Very high levels of jaundice can lead to permanent neurological damage. However, interventions are very effective if instituted early. Causes of jaundice can include hemolysis, liver disease, metabolic problems, infections, and biliary atresia (Moyer et al., 2004). Do not assume that the jaundice will resolve itself until an evaluation has ruled out any potential causes that include life-threatening conditions. Breastfeeding should continue uninterrupted while the potential causes are investigated.
Are herbal teas suggested for infants?
Some parents and caregivers use herbal teas to help with infant conditions such as colic (Zhang, Fein, & Fein, 2011). The use of these products is not without risk, as they may have pharmacologic actions. They frequently contain sugar and alcohol, and may interfere with breastfeeding. The composition of herbal teas varies considerably among products. At this time, there is insufficient evidence on efficacy and safety to warrant their use during infancy.
What advice should I give to a breastfeeding mother about alcohol or smoking?
Advise mothers to limit their alcohol intake, particularly with newborns because of their rapidly developing central nervous system and underdeveloped ability to metabolize alcohol (Butt, Beirness, Cesa, Gliksman, Paradis, & Stockwell, 2011). Alcohol can alter the milk let-down reflex and decrease the amount of milk consumed by the infant (Giglia & Binns, 2006; Chien, Huang, Hsu, Chao , & Liu, 2009; Mennela, 2001a). With daily exposure, it may also affect the infant's short-term sleep patterns (Giglia & Binns, 2006, Mennela & Garcia-Gomez, 2001) and gross-motor development (Mennela, 2001b). Frequent or heavy drinking can impair the mother's judgment and functioning. Although there is no known "safe" amount of alcohol in breastmilk, occasional moderate alcohol intake is compatible with breastfeeding.

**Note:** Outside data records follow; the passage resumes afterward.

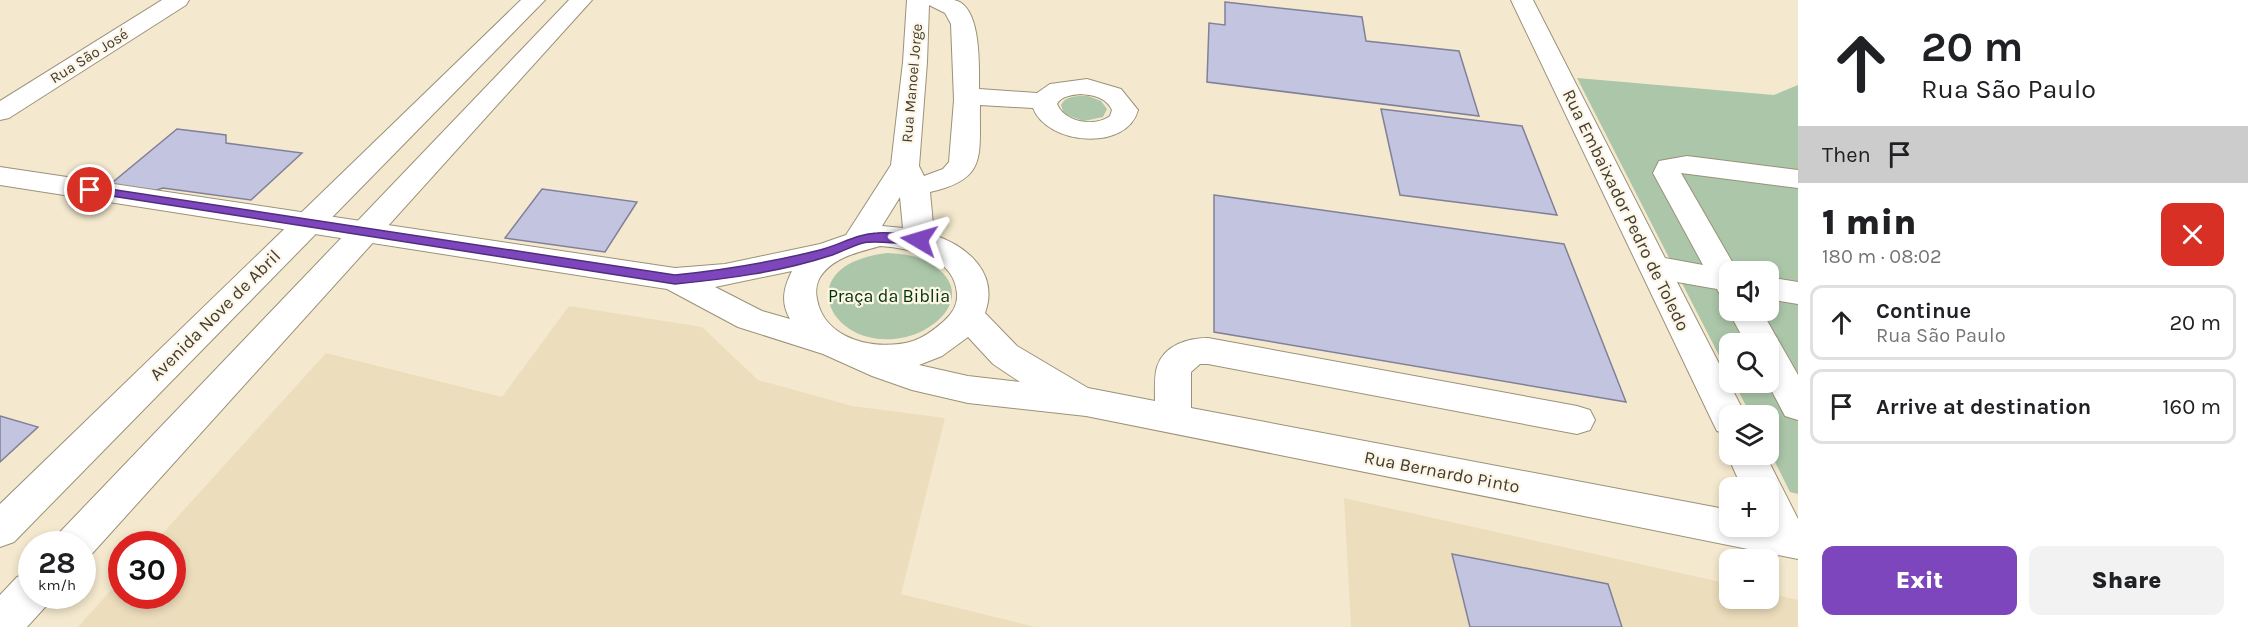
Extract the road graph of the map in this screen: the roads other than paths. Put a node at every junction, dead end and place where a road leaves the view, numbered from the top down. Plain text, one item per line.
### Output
1 (178, 0) edge
2 (534, 0) edge
3 (581, 0) edge
4 (918, 0) edge
5 (937, 0) edge
6 (1522, 0) edge
7 (966, 96) junction
8 (1044, 102) dead end
9 (0, 112) edge
10 (0, 176) edge
11 (1798, 179) edge
12 (903, 180) junction
13 (309, 223) junction
14 (364, 232) junction
15 (859, 239) junction
16 (919, 240) junction
17 (826, 253) junction
18 (1719, 264) edge
19 (1654, 267) junction
20 (675, 279) junction
21 (1719, 280) edge
22 (1779, 289) edge
23 (1798, 292) edge
24 (969, 317) junction
25 (843, 348) junction
26 (1779, 373) edge
27 (1086, 402) junction
28 (1722, 405) edge
29 (1798, 406) edge
30 (1172, 419) junction
31 (1577, 420) dead end
32 (1779, 518) edge
33 (0, 530) edge
34 (87, 531) edge
35 (1793, 541) edge
36 (18, 606) edge
37 (0, 625) edge

1 - 9 street, Rua São José
2 - 13 street, Avenida Nove de Abril
3 - 14 street
4 - 12 street, Rua Manoel Jorge
5 - 7 street
6 - 19 street, Rua Embaixador Pedro de Toledo
7 - 8 street
7 - 12 street
10 - 13 street
11 - 18 street
12 - 15 street, Rua Manoel Jorge
12 - 16 street, Rua Manoel Jorge
13 - 14 street
13 - 33 street, Avenida Nove de Abril
14 - 20 street
14 - 34 street
15 - 16 street
15 - 17 street
16 - 24 street
17 - 20 street
17 - 25 street
19 - 21 street
19 - 28 street, Rua Embaixador Pedro de Toledo
20 - 25 street
22 - 23 street
24 - 25 street
24 - 27 street, Rua Bernardo Pinto
25 - 27 street, Rua Bernardo Pinto
26 - 29 street
27 - 30 street, Rua Bernardo Pinto
30 - 31 street
30 - 35 street, Rua Bernardo Pinto
32 - 35 street
36 - 37 street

Advise a mother to stop or reduce smoking. Smoking can affect milk production (Fríguls et al., 2010) and may negatively impact infant growth (Little, Lambert, Worthington-Roberts, & Ervin, 1994; Boshuizen et al., 1998) and infant sleep patterns in the short-term (Mennela, Yourshaw, & Morgan, 2007).
If a mother continues to smoke, advise her that breastfeeding remains important for her infant's health and may mitigate some of the negative effects of smoking on the infant (Chatzimichael et al., 2007; Woodward, Douglas, Graham, & Miles, 1990). Advise also that exposure to tobacco smoke in the environment carries risks to the infant (Ladomenou, Kafatos, & Galanakis, 2009).
Smokers in the household should go outside to smoke, but always ensure the infant is supervised in their absence.